I was inspired to write this because I have a soon-to-be teenage sister who, like most teenagers, is in love with her music. Only her music understands her (*cue the violins). And as she shared with me her music library, playing songs she likes while we drive, I realized how monochromatic (read: White) her playlist was and I wanted to introduce her to some Black female age appropriate artists. But I came up short.
Now, I have plenty of Black artists in my music repertoire but most of them are dealing with adult themes or “heavy” political themes. The only Black female artist I could think of that had a more carefree vibe was Santigold but she’s not a relateable teenager/teenybopper artist. I had to sit there for a minute before I realized that I could not think of one Black girl artist or Black girl group marketed to the Black girl teenybopper consumer. Most of the teeny-bopper market is filled with White artists. And the only Black artists marketed to young Black girls are male artists (i.e. Childish Gambino, Tyler the Creator) which is problematic for a variety of reasons. First, it reinforces the belief that Black=male and it primes these impressionable Black girls from an early age that only a man’s perspective is the relevant perspective. One look at the market and you’d think Black pre-teen girls don’t exist. Let society tell it, Black women basically go from being toddlers to “grown ass women” within a few years.

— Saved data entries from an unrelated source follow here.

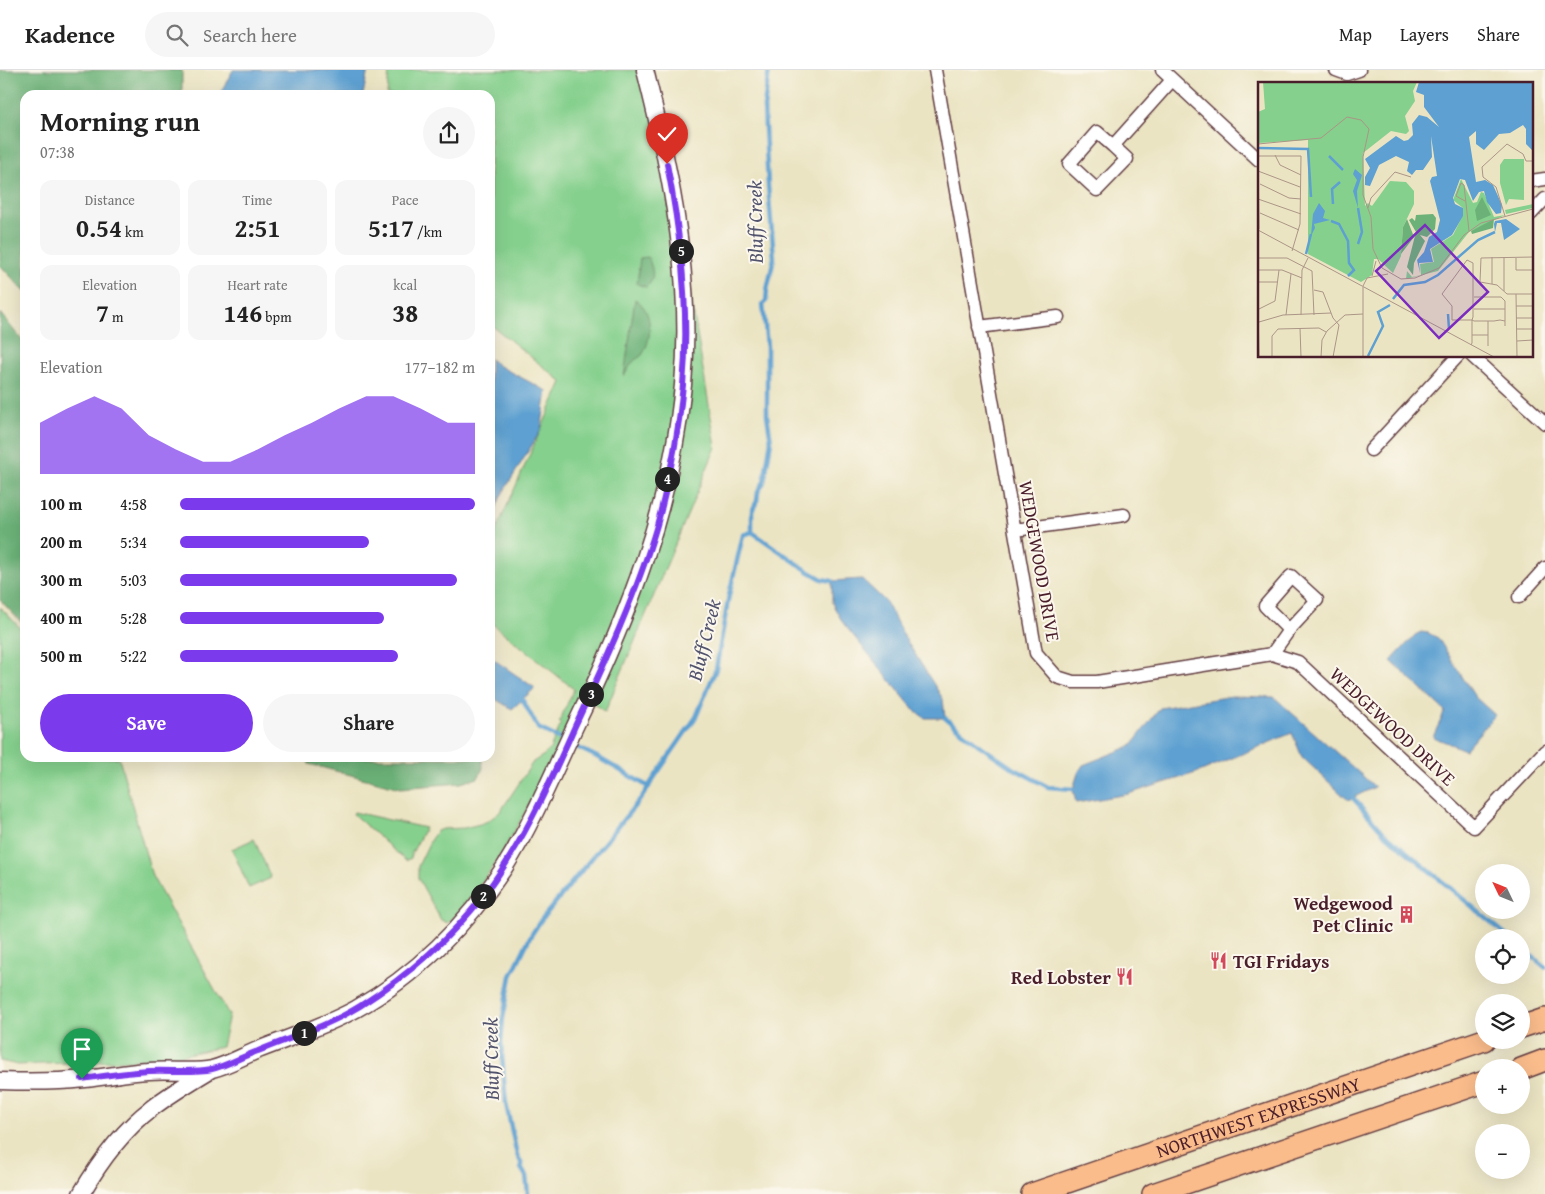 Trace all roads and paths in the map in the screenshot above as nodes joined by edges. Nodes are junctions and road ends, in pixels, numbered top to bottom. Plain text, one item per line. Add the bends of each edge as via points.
1 (645, 70) edge
2 (935, 70) edge
3 (1162, 70) edge
4 (1172, 80) junction
5 (1113, 146) junction
6 (1258, 159) edge
7 (1545, 179) edge
8 (1532, 181) edge
9 (1545, 199) edge
10 (1532, 213) edge
11 (1058, 317) dead end
12 (979, 327) junction
13 (1456, 358) edge
14 (1474, 358) edge
15 (1545, 423) edge
16 (1371, 450) dead end
17 (1124, 515) dead end
18 (1015, 530) junction
19 (1545, 568) edge
20 (1519, 597) dead end
21 (1289, 630) dead end
22 (1272, 654) junction
23 (1545, 750) edge
24 (1545, 1019) edge
25 (1530, 1025) edge
26 (1475, 1043) edge
27 (1545, 1060) edge
28 (1530, 1066) edge
29 (212, 1069) junction
30 (0, 1081) edge
31 (1475, 1085) edge
32 (81, 1194) edge
33 (1032, 1194) edge
34 (1153, 1194) edge

1 - 29 street via 659,124 681,246 685,344 683,386 674,449 657,525 612,646 522,836 504,867 446,939 388,988 356,1009 309,1032
2 - 12 street, WEDGEWOOD DRIVE
3 - 4 street
4 - 5 street
4 - 6 street
5 - 5 street via 1097,132 1069,164 1097,190 1126,159
7 - 8 street
9 - 10 street
11 - 12 street
12 - 18 street, WEDGEWOOD DRIVE
13 - 16 street
14 - 15 street
17 - 18 street
18 - 22 street, WEDGEWOOD DRIVE via 1036,653 1057,677 1073,682 1097,682
19 - 20 street
21 - 22 street
22 - 23 street, WEDGEWOOD DRIVE via 1298,662 1474,826
24 - 25 highway
26 - 33 highway, NORTHWEST EXPRESSWAY
27 - 28 highway
29 - 30 street via 148,1071 55,1081
29 - 32 street via 150,1109 108,1154
31 - 34 highway, NORTHWEST EXPRESSWAY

There is Willow Smith, but she’s an exception (largely because of her family legacy), not the rule. Generally speaking, Black female singers who want to have mainstream success are expected to be “grown” AF and singing about love and the struggles of love, pain and more struggle, love and the struggles of love one mo’ gain (mind you she can never come out and just be like “Fuck you”. No, she must always remain loyal to the image of the long-suffering in love Black woman)- and then perhaps a touch of gospel. Anything outside of those bounds is dicey.
It’s been like this for as long as I can remember. When I was a teenager, we really didn’t have a whole ton of teeny bopper Black girl artists, except for maybe Brandy, Monica and Aaliyah. But even they were more for the young adult crowd because their material was relationship/love focused as opposed to being playful, light and more self-centered (in a positive way). I think the closest we got to the free-spirited, playful Black girl image was TLC, whose biggest hit when I was a kid was “What About Your Friends”. And for a hot second, and I do mean a hot second, we had the British girl group Cleopatra, but they disappeared as quickly as they appeared, which sucked because I thought they were so cool and fun.
When I realized that the market for Black girl teens/young adult was virtually non-existent in the music industry, it made me even more irritated with the thought of people like T.I. who put more effort into manufacturing a damn phony White girl export when there is a huge source of Black girl talent in the U.S. that is being routinely overlooked. It’s ridiculous.
While I would love to see a flourishing market of Black girl teeny-boppers/ young adults singing about kicking it with their friends or singing about the meaning of life so far, I shudder to think of the dangers and drama that often come along for artists in the music industry, especially for young girls. They would have to be physically, financially and emotionally on guard.
And Black consumers would have to be in a position where we are ready and willing to support this kind of carefree, self-focused and opinionated Black girl image. And honestly, I just don’t think we are
This is multi-layered topic and a conversation that could go in various directions. It’s a complex issue involving sexism, racism, patriarchy, the erasure of Black women, and even pedophilia (another taboo topic Black people are allergic to talking about).
At the end of the day, it would just be cool for Black pre-teen and young teenage girls to see more artists who look like them, especially during these formative years in their emotional development. Image representation is powerful. We are seeing more Black women pushing for more well-rounded, complex characters on television and hopefully we will see the same thing happen for Black women and Black girls in the music industry.